VHT’s Service Level Policy: https://vhtcx.com/legal/service-level-policy/

d. Services Warranty. VHT warrants that it will perform the Services in conformance with generally accepted practices within the software services industry and in accordance with the applicable Order, for a period of 90 days after completion of the Implementation Services under the Order.

e. LIMITED REMEDY FOR SERVICES.  IF CUSTOMER BELIEVES THERE IS A BREACH OF THE ABOVE WARRANTY, THEN CUSTOMER MUST NOTIFY VHT NO LATER THAN 30 DAYS AFTER THE END OF THE WARRANTY PERIOD, AND PROVIDE REASONABLE COOPERATION TO VHT.  VHT WILL USE COMMERCIALLY REASONABLE EFFORTS TO REMEDY COVERED WARRANTY CLAIMS WITHIN A REASONABLE PERIOD OF TIME OR REPLACE THE NON-CONFORMING SERVICES, OR IF VHT CANNOT DO SO IT WILL REFUND THE FEE PAID FOR THE NON-CONFORMING SERVICES.  THIS REMEDY IS CUSTOMER’S EXCLUSIVE REMEDY, AND VHT’S SOLE LIABILITY FOR THESE WARRANTY CLAIMS.

f.
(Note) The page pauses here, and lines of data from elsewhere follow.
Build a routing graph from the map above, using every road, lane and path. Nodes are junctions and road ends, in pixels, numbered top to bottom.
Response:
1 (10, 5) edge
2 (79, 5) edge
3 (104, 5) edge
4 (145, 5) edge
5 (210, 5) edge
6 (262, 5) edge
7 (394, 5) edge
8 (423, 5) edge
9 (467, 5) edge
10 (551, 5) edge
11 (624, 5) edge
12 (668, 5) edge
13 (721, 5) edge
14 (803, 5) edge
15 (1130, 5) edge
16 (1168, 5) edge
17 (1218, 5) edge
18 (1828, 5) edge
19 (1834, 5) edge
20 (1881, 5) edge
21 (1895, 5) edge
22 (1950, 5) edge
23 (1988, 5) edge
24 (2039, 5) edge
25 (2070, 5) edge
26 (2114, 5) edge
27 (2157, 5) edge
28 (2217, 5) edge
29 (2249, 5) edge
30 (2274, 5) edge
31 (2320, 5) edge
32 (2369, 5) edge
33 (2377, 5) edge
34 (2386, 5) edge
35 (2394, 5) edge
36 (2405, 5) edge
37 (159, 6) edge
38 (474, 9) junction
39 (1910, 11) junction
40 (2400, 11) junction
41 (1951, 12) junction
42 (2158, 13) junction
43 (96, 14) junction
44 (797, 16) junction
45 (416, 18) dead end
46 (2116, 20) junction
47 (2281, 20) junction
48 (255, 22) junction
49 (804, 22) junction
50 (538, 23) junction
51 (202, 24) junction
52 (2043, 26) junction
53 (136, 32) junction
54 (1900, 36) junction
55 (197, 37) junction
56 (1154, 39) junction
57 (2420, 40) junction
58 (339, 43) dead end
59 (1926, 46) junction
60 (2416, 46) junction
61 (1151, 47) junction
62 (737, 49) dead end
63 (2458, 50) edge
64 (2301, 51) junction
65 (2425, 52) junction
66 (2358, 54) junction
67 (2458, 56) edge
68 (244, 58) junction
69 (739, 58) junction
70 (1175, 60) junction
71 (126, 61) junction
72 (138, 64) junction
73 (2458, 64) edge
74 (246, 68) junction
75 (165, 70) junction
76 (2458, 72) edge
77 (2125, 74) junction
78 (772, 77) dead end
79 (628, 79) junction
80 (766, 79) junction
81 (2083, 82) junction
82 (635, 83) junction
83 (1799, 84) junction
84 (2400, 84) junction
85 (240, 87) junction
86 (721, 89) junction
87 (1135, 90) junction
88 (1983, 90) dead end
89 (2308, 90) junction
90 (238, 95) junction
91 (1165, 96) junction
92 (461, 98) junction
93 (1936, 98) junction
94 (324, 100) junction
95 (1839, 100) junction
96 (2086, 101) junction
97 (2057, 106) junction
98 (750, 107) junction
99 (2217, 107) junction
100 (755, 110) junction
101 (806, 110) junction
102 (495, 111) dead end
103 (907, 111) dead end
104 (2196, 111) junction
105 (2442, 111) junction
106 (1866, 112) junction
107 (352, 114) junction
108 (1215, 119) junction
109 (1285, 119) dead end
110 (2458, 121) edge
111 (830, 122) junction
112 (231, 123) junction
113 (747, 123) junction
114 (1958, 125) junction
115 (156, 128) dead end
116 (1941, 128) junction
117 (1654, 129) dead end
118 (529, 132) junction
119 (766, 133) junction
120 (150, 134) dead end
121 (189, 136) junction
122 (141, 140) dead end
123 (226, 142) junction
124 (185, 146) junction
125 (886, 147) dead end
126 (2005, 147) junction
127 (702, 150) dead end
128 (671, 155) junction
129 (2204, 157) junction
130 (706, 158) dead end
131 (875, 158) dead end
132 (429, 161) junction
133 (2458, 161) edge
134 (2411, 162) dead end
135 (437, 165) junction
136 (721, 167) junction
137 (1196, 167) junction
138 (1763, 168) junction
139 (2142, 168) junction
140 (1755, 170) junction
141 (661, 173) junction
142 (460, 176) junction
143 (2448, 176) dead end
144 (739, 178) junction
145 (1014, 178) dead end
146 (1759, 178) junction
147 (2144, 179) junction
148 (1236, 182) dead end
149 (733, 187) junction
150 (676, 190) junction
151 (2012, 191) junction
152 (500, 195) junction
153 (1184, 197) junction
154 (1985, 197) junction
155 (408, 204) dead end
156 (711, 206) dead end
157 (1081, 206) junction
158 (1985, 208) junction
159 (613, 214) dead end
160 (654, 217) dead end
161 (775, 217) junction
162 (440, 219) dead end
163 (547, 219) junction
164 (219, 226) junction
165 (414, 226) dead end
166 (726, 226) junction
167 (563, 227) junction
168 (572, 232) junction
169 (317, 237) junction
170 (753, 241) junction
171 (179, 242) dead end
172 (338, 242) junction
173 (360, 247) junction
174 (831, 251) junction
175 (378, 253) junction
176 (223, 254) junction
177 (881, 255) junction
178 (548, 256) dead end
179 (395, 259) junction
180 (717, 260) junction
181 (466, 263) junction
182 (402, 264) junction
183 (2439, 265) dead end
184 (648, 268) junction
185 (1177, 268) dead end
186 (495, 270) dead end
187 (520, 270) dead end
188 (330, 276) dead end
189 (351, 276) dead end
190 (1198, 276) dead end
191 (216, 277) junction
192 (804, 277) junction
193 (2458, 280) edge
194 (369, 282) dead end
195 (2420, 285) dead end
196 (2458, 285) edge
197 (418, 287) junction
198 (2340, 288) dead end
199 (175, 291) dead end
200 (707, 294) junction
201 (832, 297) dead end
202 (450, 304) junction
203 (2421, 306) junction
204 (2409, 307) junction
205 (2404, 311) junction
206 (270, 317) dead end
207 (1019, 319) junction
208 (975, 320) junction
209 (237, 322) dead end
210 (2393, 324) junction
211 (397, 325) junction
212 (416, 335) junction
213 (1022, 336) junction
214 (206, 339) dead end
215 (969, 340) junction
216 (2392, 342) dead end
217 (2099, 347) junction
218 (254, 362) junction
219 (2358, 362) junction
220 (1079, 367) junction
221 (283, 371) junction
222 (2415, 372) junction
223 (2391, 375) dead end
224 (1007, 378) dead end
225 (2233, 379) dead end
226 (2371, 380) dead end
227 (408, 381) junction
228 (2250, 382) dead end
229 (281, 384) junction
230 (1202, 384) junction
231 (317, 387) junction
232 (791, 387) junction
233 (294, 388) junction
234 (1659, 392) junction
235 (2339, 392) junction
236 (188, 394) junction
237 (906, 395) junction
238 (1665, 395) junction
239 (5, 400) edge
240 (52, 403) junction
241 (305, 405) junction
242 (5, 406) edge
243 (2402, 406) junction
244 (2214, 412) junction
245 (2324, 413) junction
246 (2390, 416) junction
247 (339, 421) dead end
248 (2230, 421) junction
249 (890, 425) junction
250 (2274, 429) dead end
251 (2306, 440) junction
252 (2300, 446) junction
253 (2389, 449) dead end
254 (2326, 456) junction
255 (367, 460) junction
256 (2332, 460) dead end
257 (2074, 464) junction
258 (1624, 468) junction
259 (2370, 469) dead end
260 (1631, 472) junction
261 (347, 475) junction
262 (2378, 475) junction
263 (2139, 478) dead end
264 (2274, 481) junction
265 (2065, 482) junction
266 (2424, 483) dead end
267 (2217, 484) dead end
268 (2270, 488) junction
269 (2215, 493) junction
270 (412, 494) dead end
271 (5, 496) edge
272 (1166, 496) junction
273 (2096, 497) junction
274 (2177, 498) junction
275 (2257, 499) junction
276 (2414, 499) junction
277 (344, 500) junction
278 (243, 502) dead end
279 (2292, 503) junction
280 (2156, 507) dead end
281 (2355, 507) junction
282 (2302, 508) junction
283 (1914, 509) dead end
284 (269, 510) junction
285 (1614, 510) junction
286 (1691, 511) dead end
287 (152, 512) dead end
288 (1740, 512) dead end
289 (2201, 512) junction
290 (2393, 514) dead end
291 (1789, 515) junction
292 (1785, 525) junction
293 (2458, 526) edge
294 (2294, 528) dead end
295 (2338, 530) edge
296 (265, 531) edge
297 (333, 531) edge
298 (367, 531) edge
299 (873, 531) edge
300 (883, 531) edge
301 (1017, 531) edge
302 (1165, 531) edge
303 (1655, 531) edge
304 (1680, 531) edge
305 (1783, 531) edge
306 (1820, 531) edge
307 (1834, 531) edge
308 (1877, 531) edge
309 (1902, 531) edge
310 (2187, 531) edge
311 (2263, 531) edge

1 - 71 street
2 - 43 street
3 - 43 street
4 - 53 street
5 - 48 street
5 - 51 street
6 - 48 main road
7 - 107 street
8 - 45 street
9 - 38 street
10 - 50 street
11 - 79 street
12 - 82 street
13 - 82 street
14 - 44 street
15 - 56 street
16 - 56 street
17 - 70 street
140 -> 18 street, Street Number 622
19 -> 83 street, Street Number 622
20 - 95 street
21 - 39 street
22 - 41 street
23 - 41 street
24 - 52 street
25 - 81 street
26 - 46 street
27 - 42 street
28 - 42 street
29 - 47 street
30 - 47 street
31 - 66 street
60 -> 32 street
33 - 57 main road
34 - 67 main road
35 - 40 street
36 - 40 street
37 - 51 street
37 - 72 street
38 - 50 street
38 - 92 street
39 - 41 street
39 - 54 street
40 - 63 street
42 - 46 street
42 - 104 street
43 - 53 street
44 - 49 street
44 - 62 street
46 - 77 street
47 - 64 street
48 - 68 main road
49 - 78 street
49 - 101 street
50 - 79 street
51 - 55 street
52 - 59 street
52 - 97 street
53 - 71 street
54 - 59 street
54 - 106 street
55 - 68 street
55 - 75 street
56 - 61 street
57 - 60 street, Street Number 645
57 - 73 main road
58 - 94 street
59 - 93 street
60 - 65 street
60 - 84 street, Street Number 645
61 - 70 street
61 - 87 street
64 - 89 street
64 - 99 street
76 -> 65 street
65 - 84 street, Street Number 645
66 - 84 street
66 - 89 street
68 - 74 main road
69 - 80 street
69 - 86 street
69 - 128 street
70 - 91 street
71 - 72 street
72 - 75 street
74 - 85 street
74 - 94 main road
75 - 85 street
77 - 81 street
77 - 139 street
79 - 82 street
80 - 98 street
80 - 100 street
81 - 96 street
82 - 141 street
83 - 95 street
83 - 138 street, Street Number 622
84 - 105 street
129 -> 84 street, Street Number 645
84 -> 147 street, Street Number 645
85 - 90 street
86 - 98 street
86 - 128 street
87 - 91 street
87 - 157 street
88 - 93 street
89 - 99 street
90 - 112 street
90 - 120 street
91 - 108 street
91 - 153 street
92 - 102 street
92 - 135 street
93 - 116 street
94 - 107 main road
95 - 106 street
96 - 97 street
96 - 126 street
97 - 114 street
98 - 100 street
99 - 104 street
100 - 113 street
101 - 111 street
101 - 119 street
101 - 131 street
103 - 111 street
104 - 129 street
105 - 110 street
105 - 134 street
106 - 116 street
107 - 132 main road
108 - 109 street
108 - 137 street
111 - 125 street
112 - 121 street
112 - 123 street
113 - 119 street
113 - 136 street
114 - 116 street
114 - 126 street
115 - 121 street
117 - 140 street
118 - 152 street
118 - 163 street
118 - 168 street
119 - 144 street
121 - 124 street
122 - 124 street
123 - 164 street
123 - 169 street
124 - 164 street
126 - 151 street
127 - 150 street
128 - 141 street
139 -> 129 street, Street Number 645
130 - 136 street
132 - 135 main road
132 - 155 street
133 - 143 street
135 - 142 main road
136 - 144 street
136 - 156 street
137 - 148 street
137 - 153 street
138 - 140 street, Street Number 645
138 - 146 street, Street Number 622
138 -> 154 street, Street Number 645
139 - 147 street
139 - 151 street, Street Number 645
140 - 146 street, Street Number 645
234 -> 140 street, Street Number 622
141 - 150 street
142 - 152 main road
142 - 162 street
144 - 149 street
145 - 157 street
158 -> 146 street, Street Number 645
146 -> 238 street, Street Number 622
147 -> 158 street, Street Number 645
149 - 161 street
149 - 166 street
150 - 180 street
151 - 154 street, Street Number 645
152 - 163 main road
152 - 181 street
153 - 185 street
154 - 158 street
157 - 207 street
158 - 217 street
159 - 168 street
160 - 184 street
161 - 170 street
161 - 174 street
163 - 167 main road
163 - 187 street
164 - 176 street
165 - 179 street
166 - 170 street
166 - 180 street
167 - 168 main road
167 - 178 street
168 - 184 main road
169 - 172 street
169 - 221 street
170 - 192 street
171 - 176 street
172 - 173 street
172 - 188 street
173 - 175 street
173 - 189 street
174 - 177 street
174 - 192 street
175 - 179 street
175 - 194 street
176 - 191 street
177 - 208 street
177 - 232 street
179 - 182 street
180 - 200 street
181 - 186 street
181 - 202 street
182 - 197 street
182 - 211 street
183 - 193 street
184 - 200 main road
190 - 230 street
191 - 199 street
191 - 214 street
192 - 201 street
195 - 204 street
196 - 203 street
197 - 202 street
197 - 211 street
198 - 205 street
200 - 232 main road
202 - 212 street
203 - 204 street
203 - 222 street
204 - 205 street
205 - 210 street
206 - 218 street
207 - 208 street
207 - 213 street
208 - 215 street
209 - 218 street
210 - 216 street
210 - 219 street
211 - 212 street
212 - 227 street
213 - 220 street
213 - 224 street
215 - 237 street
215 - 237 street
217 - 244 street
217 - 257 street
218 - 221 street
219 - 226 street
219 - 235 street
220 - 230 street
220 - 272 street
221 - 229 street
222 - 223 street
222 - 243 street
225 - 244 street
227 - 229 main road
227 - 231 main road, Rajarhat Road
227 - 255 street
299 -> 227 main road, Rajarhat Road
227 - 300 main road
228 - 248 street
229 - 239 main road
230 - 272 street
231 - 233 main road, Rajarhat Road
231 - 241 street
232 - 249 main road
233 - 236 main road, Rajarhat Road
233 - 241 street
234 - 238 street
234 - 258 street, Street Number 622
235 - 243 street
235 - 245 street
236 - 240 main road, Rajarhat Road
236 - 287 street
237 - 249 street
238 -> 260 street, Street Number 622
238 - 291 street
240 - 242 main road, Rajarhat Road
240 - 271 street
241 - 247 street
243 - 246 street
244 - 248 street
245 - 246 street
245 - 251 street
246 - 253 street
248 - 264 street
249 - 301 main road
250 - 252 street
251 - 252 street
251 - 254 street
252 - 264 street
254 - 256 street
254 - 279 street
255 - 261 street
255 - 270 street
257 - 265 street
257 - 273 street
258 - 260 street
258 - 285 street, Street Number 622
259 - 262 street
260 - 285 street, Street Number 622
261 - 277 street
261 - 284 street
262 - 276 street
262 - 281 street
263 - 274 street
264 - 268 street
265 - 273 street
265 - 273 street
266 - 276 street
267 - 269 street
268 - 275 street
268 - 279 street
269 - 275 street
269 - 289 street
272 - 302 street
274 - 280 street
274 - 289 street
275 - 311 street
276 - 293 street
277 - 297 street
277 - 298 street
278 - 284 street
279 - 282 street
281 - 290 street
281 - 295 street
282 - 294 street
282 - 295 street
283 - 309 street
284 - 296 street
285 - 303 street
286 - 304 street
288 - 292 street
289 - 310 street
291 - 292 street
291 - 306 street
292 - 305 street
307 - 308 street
DISCLAIMER VHT PROVIDES THE SOLUTION, THE DOCUMENTATION, and ALL SERVICES “AS IS” EXCEPT TO THE EXTENT OTHERWISE EXPRESSLY PROVIDED IN SECTION 3(A), Section 3(C), and section 3(D) ABOVE AND ON AN “AS AVAILABLE” BASIS. EXCEPT TO THE EXTENT OTHERWISE EXPRESSLY PROVIDED IN SECTION 3(A), sECTION 3(C), AND SECTION 3(d) ABOVE, VHT DOES NOT MAKE ANY WARRANTY OF ANY KIND, WHETHER EXPRESS, IMPLIED, STATUTORY OR OTHERWISE. VHT SPECIFICALLY DISCLAIMS (TO THE MAXIMUM EXTENT PERMITTED BY APPLICABLE LAW) ALL IMPLIED WARRANTIES, INCLUDING, WITHOUT LIMITATION, ANY IMPLIED WARRANTIES OF MERCHANTABILITY, TITLE, FITNESS FOR A PARTICULAR PURPOSE, AND NON-INFRINGEMENT AND ANY WARRANTIES ARISING FROM COURSE OF DEALING OR COURSE OF PEROFMRANCE.  CUSTOMER’S USE OF THE Solution, THE DOCUMENTATION, AND the SERVICES IS AT CUSTOMER’S OWN RISK. VHT DOES NOT GUARANTEE THAT THE SOLUTION WILL NOT BE COMPROMISED, INTERRUPTED, “HACKED,” DAMAGED, OR OTHERWISE SUBJECT TO UNAUTHORIZED ACCESS OR USE.

 

    1. PAYMENT.

a. Fees. Customer shall pay all fees specified in the Except as otherwise specified in an Order, (1) payment obligations are non-cancelable and fees paid are non-refundable, and (2) quantities purchased cannot be decreased during the relevant Subscription Term. Customer will be invoiced in advance and otherwise in accordance with the relevant Order. Unless otherwise stated in the Order, invoiced charges are due net 30 days from the invoice date. If any invoiced amount is not received by the due date, then without limiting other rights or remedies, those amounts may accrue late interest at the rate of 1.5% per month or the maximum rate permitted by law.

b. Suspension of Access If any amount owing by Customer to VHT is 30 or more days overdue, VHT may, upon at least 10 days’ prior notice and without limiting any other rights and remedies, suspend Customer’s access to the Solution until such amounts are paid in full.

c. Taxes. Customer is responsible for paying all taxes, and any related penalties and interest, associated with the fees and Solution. Customer shall make all payments to VHT free and clear of, and without reduction for, any taxes.

 

    1. CONFIDENTIALITY AND DATA SECURITY.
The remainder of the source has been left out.